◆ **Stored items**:
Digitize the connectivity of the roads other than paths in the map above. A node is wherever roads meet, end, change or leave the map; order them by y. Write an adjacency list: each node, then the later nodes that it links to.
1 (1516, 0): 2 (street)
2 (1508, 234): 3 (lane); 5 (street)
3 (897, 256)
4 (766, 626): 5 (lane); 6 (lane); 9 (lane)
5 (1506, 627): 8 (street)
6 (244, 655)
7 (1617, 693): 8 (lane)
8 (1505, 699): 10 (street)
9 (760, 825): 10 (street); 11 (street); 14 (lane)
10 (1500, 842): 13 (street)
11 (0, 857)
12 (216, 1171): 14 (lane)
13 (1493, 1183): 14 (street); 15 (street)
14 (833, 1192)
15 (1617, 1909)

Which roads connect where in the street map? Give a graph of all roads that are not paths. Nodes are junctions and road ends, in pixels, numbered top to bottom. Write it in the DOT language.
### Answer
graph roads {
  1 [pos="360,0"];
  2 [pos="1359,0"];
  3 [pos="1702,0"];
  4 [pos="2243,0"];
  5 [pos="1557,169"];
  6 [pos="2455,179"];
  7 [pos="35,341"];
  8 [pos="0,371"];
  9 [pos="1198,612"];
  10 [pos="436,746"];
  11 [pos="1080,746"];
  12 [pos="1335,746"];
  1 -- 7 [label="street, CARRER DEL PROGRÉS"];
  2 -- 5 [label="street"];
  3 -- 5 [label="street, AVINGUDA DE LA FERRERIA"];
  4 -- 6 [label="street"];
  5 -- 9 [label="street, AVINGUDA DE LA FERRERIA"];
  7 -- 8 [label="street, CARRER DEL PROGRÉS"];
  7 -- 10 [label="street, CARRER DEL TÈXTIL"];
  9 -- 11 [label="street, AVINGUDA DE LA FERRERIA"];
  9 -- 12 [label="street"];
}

◆ **Task item**: Set down every entry exactly as given.

◆ **Result of the exercise**:
Digitize the connectivity of the roads other than paths in the map above. A node is wherever roads meet, end, change or leave the map; order them by y. Write an adjacency list: each node, then the later nodes that it links to.
1 (1516, 0): 2 (street)
2 (1508, 234): 3 (lane); 5 (street)
3 (897, 256)
4 (766, 626): 5 (lane); 6 (lane); 9 (lane)
5 (1506, 627): 8 (street)
6 (244, 655)
7 (1617, 693): 8 (lane)
8 (1505, 699): 10 (street)
9 (760, 825): 10 (street); 11 (street); 14 (lane)
10 (1500, 842): 13 (street)
11 (0, 857)
12 (216, 1171): 14 (lane)
13 (1493, 1183): 14 (street); 15 (street)
14 (833, 1192)
15 (1617, 1909)

Which roads connect where in the street map? Give a graph of all roads that are not paths. Nodes are junctions and road ends, in pixels, numbered top to bottom. Write it in the DOT language.
### Answer
graph roads {
  1 [pos="360,0"];
  2 [pos="1359,0"];
  3 [pos="1702,0"];
  4 [pos="2243,0"];
  5 [pos="1557,169"];
  6 [pos="2455,179"];
  7 [pos="35,341"];
  8 [pos="0,371"];
  9 [pos="1198,612"];
  10 [pos="436,746"];
  11 [pos="1080,746"];
  12 [pos="1335,746"];
  1 -- 7 [label="street, CARRER DEL PROGRÉS"];
  2 -- 5 [label="street"];
  3 -- 5 [label="street, AVINGUDA DE LA FERRERIA"];
  4 -- 6 [label="street"];
  5 -- 9 [label="street, AVINGUDA DE LA FERRERIA"];
  7 -- 8 [label="street, CARRER DEL PROGRÉS"];
  7 -- 10 [label="street, CARRER DEL TÈXTIL"];
  9 -- 11 [label="street, AVINGUDA DE LA FERRERIA"];
  9 -- 12 [label="street"];
}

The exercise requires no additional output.